C’est en consultant les habitants de la Gironde, sur le terrain, pour réaliser un diagnostic partagé, qu’on s’est rendu compte de problèmes sur lesquels le conseil départemental devait davantage travailler, comme les zones blanches ou l’accès à internet. On a encore beaucoup de choses à expérimenter, pour élargir davantage encore le public, au delà des forces vives (entreprises, associations…) habituées à s’exprimer. Cela pose aussi des problèmes matériels – pas toujours évident de demander à des services d’animer des réunions jusqu’à 23 heures pour être sûrs d’avoir beaucoup de participants.

« Militer pour son quartier peut être source de plaisir »

Yvan Detraz, architecte et directeur de Bruit du frigo, qui imagine de nouvelles façons de concerter et d’associer les habitants à des projets d’aménagement ou d’architecture.

detrazQuand on a démarré avec la volonté de travailler de façon plus étroite avec les usagers sur les projets d’architecture et d’urbanisme, il n’y avait aucune culture participative, il n’y avait pas internet. Depuis on a vu évoluer les choses, et on ne peut plus dire que que la parole des gens n’est pas prise en compte dans les décisions publiques concernant leur cadre de vie.

La loi SRU (solidarité et renouvellement urbain, qui fixait le seuil de 20% de logements sociaux dans les communes, NDLR) instaurait la concertation systématique sur les grands projets. Et des dispositifs légaux obligent les communes à associer les habitants. Même si dans les faits c’est plus souvent de la communication ou de l’information faite aux habitants, aucun maire ne passe outre.

Nous on essaie d’aller plus vers des démarches de coproduction. Pour associer les gens, on peut imaginer des chantiers participatifs à tous les étages du projet urbain, du diagnostic jusqu’au choix programmatique, voire à sa fabrication. Et même des gros promoteurs comme Bouygues s’y intéressent. Sur les appels d’offre pour des équipements, des espaces publics, des logements… des compétences en concertation sont exigées, pour faire un diagnostic. Cela peut aboutir à un programme complètement différent de ce qui était imaginé au départ par une ville, comme l’aménagement des berges de l’île de Nantes, que nous avons défini avec un groupe de volontaires.

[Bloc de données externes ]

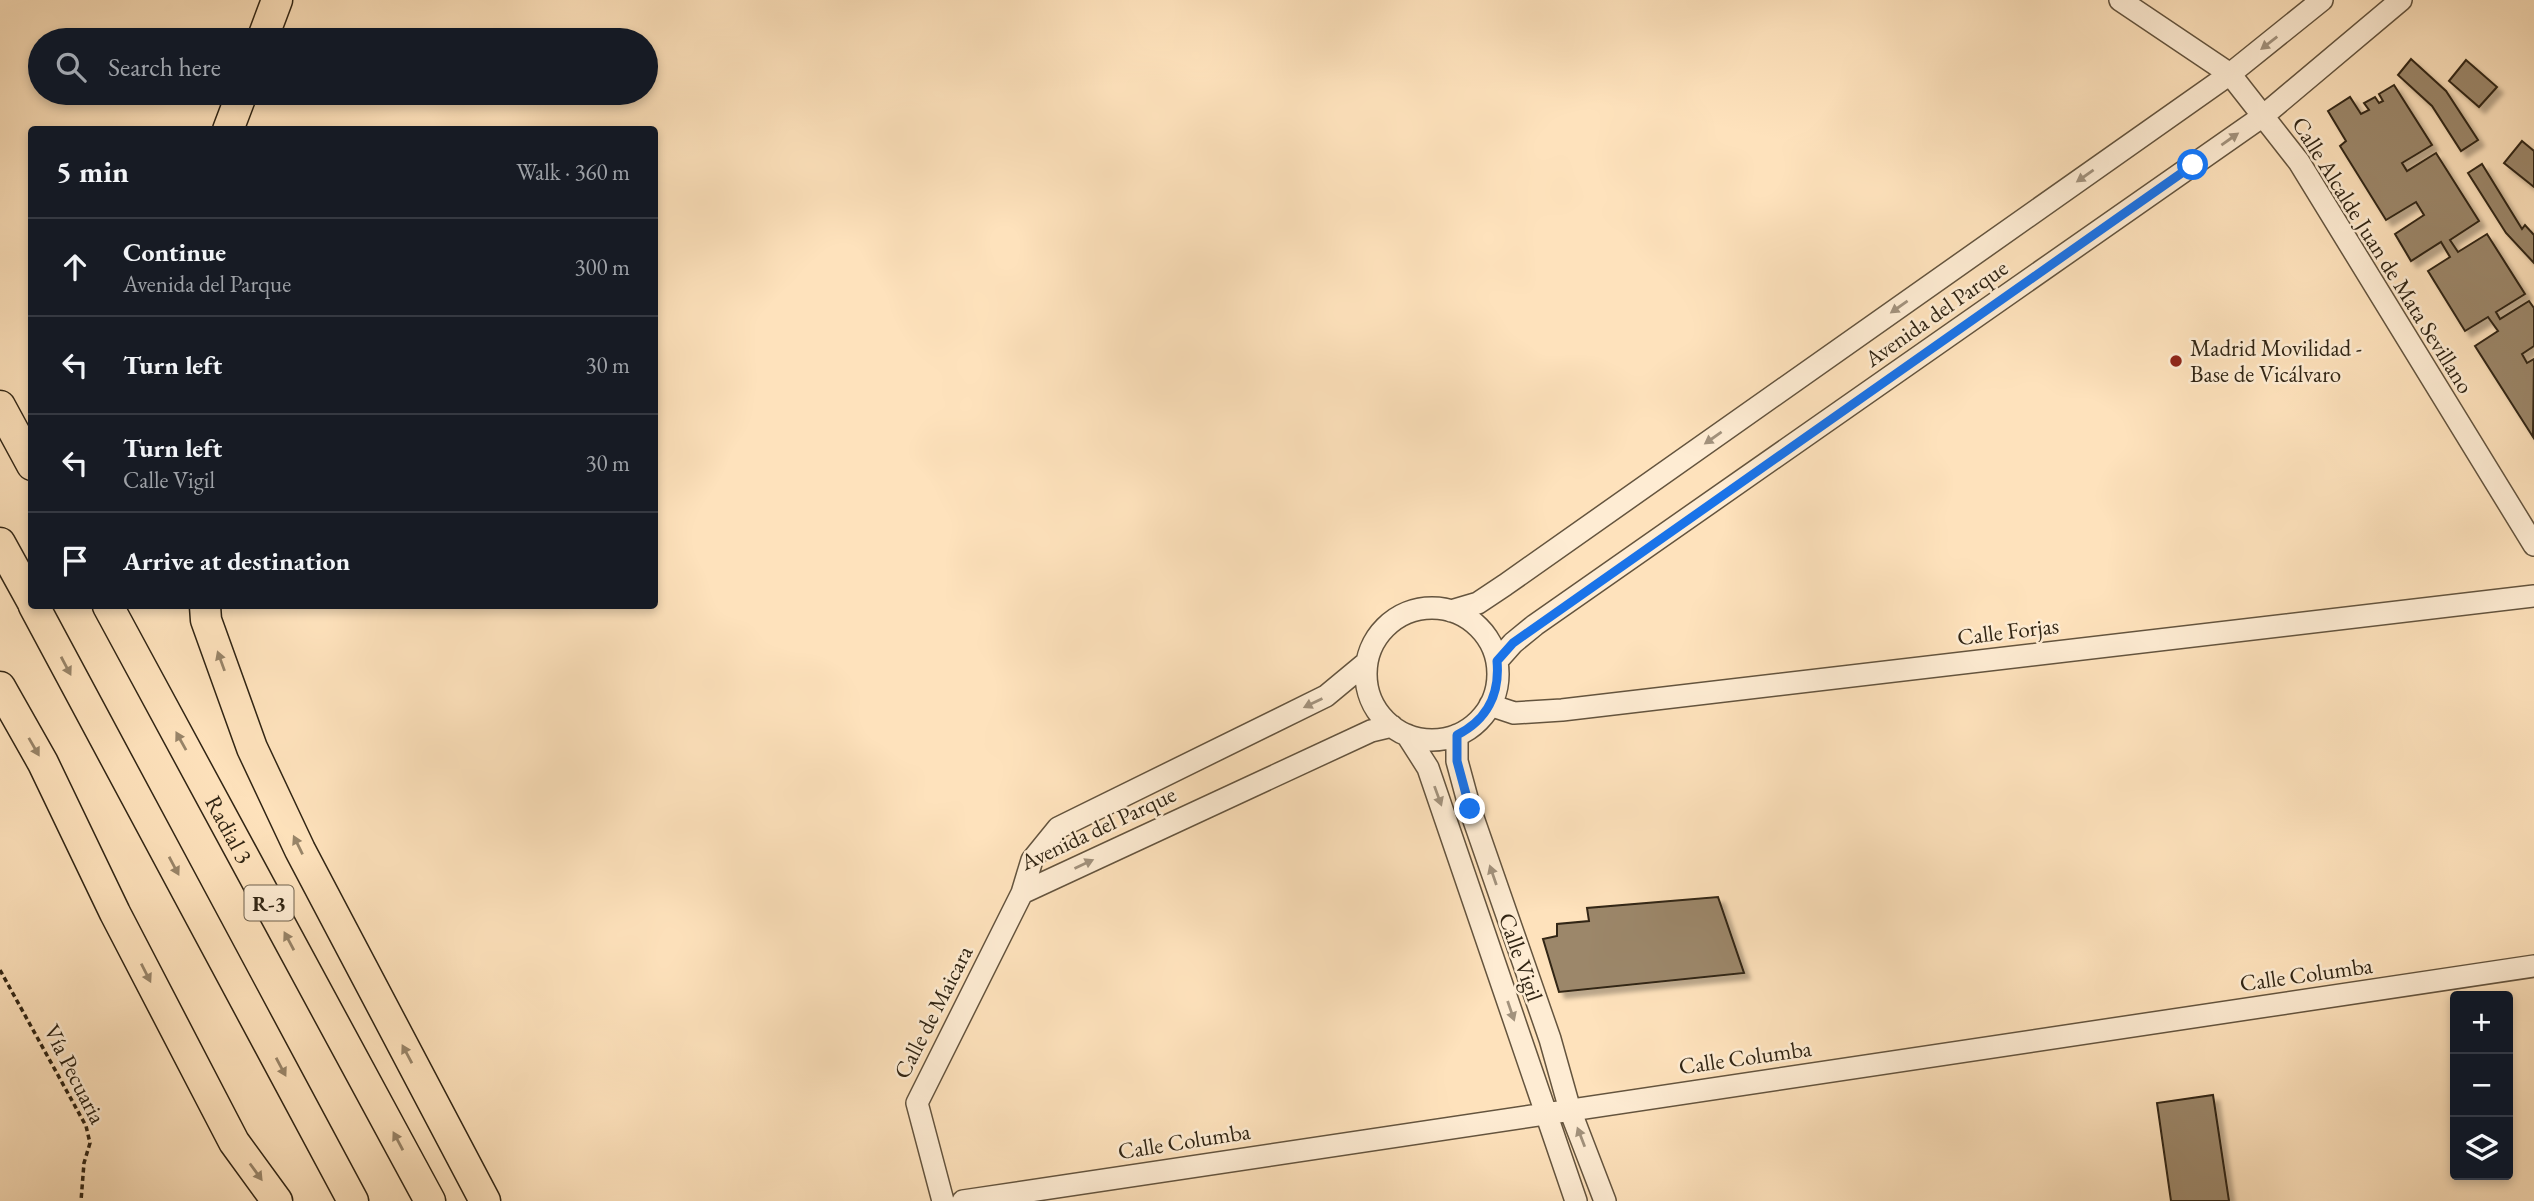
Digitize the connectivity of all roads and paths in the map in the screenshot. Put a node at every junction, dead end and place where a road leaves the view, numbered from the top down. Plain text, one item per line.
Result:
1 (277, 0) edge
2 (2120, 0) edge
3 (2322, 0) edge
4 (2401, 0) edge
5 (266, 28) edge
6 (2230, 74) junction
7 (238, 105) edge
8 (2263, 116) junction
9 (230, 126) edge
10 (0, 406) edge
11 (28, 458) edge
12 (0, 543) edge
13 (2534, 545) edge
14 (28, 594) edge
15 (2534, 596) edge
16 (36, 609) edge
17 (110, 609) edge
18 (205, 609) edge
19 (1451, 611) junction
20 (1497, 661) junction
21 (1367, 662) junction
22 (0, 688) edge
23 (1490, 705) junction
24 (1400, 730) junction
25 (1457, 735) junction
26 (1022, 892) junction
27 (2534, 966) edge
28 (0, 970) edge
29 (1570, 1110) junction
30 (1547, 1112) junction
31 (81, 1201) edge
32 (277, 1201) edge
33 (353, 1201) edge
34 (430, 1201) edge
35 (485, 1201) edge
36 (943, 1201) edge
37 (963, 1201) edge
38 (1576, 1201) edge
39 (1605, 1201) edge

1 - 5 highway
2 - 6 street, Calle Alcalde Juan de Mata Sevillano
3 -> 6 street, Avenida del Parque
4 - 8 street, Avenida del Parque
6 - 8 street, Calle Alcalde Juan de Mata Sevillano
6 -> 19 street, Avenida del Parque
7 - 9 highway
8 - 13 street, Calle Alcalde Juan de Mata Sevillano
20 -> 8 street, Avenida del Parque
10 - 11 highway
12 - 14 highway
15 - 23 street, Calle Forjas
16 -> 33 highway
34 -> 17 highway, Radial 3 / R-3
35 -> 18 highway
19 - 20 street
19 - 21 street
20 - 23 street
21 - 24 street
21 -> 26 street, Avenida del Parque
22 -> 32 highway
23 - 25 street
24 - 25 street
26 -> 24 street, Avenida del Parque
24 -> 30 street, Calle Vigil
29 -> 25 street, Calle Vigil
26 - 36 street, Calle de Maicara
27 - 29 street, Calle Columba
28 - 31 path, Vía Pecuaria
29 - 30 street, Calle Columba
39 -> 29 street, Calle Vigil
30 - 37 street, Calle Columba
30 - 38 street, Calle Vigil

Avec le Jardin de ta sœur, réalisé aux Chartrons, on a fait la démonstration qu’avec un travail de terrain, la constitution d’un collectif, on pouvait être force de proposition auprès de la ville de Bordeaux. Un bel exemple de processus inversé : c’est la mairie qui a été associée à un projet initié par les habitants. C’était le fruit des nécessités du terrain, pas de l’agenda d’une ville.

Frilosité

Aujourd’hui, on voit que les ateliers de concertation sont très construits et cadrés. C’est honnêtement fait, plutôt efficace, mais sans réelle marge de liberté laissée aux gens. L’émancipation des habitants, ce n’est pas vraiment leur objectif, mais c’est le nôtre. Le projet est plus un prétexte pour réunir un collectif, et que des gens s’outillent sur la compréhension et l’analyse critique de leur environnement, de leur cadre de vie.

C’est pour ça qu’on utilise des processus décalés, détournés. On s’installe dans l’espace public pour créer des situations qui perturbent leur quotidien.  L’objectif, c’est que les gens prennent du plaisir, reprennent confiance dans leur parole et leur capacité, et se disent que militer pour son quartier peut-être gratifiant et source de joie. Alors que l’objectif d’une ville, c’est d’être opérationnel, et de poser les questions qu’il faut pour obtenir les réponses utiles. On fait ça aussi, mais pas que…

Les maîtrises d’ouvrage sont trop dans l’injonction, pas assez à l’écoute des initiatives de terrain, qui pourraient pourtant rentrer dans les objectifs de développement d’un territoire. Il y a beaucoup d’endroits où les gens se sont organisés en collectifs, en associations, et ne sont pas là pour râler ou faire capoter les choses. Mais ils ne sont pas suffisamment considérés, écoutés, et restent du coup dans la marge ou en opposition aux projets portés par les promoteurs.

Cette frilosité à impliquer la société civile est manifeste en France, dans un contexte où toutes les questions sont prises en charge par la puissance publique, de l’assainissement des eaux aux loisirs, des transports aux équipements… Les gens se disent que les choses seront faites quoi qu’il arrive, donc que leur parole a assez peu d’importance.